2) ‘A’ cedeva fittiziamente a ‘B’ un valore pari a ‘100’ di servizi, di solito traffico telefonico ma non solo, senza pagare l’Iva poiché si trattava di cessione all’interno di Stati appartenenti all’Ue (la cosiddetta cessione ‘intra’)
3) ‘B’ cedeva fittiziamente alle società ‘C’ – vale a dire Fastweb e Telecom Italia Sparkle – i medesimi servizi per un valore di ‘100’ sul quale veniva pagata da ‘C’ l’Iva per il 20%, poiché si trattava di una compravendita di servizi in Italia, con un esborso finale apparente per ‘C’ di ‘120’.
4) ‘C’, infine, rivendeva ad ‘A’ i medesimi servizi con il sistema ‘intra’ (come detto applicabile negli acquisti tra Stati Ue) al prezzo di ‘100’ senza il pagamento dell’Iva. In questo modo, afferma il gip, “alla fine di un’operazione sostanzialmente neutra a fini economici perché ogni soggetto paga ed incassa ‘100’, ‘C’ (vale a dire Fastweb e Telecom Italia Sparkle) ha apparentemente pagato ’20’ di Iva a ‘B’, che quest’ultima in ogni caso non versa all’erario, non avendo mai incassato la relativa somma”. Secondo il giudice, dunque, “il vero scopo dell’operazione è consentire a ‘C’ di realizzare un credito erariale di ’20’ su ciascuna operazione fittizia di pagamento di ‘100’. Questo credito può essere sottratto dall’Iva che ‘C’ incassa dai propri clienti per l’uso delle utenze telefoniche e che (in mancanza di credito Iva) dovrebbe riversare all’erario”. Perciò, se ad esempio Fastweb o Telecom Italia Sparkle avevano incassi per un milione e 200mila euro, avrebbero dovuto versare 200mila euro all’erario alla scadenza prevista dalla legge.
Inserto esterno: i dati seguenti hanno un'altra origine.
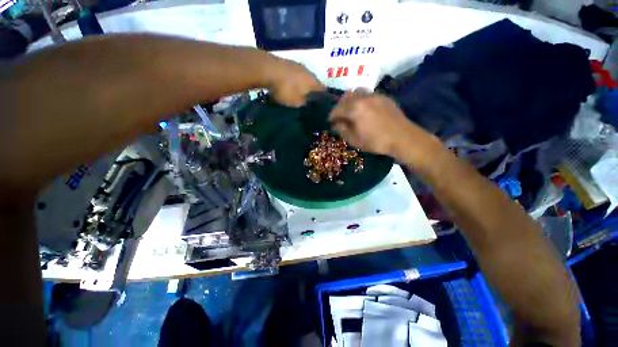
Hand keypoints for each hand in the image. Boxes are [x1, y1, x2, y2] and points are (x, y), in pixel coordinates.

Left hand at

Poiché però esponevano un (inesistente) credito Iva pari o superiore a 200mila euro, lo detraevano da quanto dovevano versare e ottenevano profitti superiori del 20% a quelli che avrebbero realizzato solo con l’operazione commerciale (ad esempio 1 milione 200mila anziché 1 milione)”. A questo punto, scrive il giudice, “le ingenti somme di denaro apparentemente spese per pagare l’Iva in favore delle società ‘B’ (le cosiddette ‘cartiere’) consentivano a Fastweb e Telecom Italia Sparkle di realizzare ‘fondi neri’ per enormi valori che costituivano l’oggetto primario delle attività di riciclaggio e di investimento fittizio realizzato da altri membri dell’associazione per delinquere”.
Attraverso questo “schema delittuoso” è stato arrecato un danno all’erario complessivo di 370 milioni di euro in poco più di tre anni, in particolare mediante “due distinte operazioni truffaldine”: una denominata ‘Phuncard’, l’altra ‘Traffico telefonico’. La prima ha riguardato la commercializzazione di schede prepagate, denominate appunto ‘Phuncards’, recanti un codice che avrebbe dovuto consentire l’accesso tramite un sito internet a contenuti tutelati da diritto d’autore, in realtà inesistenti. La seconda fittizia operazione ha avuto per oggetto la commercializzazione di “servizi a valore aggiunto” (del tipo ‘contenuti per adulti’) da realizzare mediante l’acquisto e la veicolazione dei contenuti attraverso servizi di interconnessione internazionale per il trasporto di traffico telematico. Anche in questo caso l’oggetto stesso della prestazione (il traffico telematico) si è rilevato inesistente ed ha consentito alle società debitrici dell’Iva nei confronti dello Stato di non versare il tributo, trasferendo ingenti somme all’estero e facendo girare in circolo i flussi finanziari.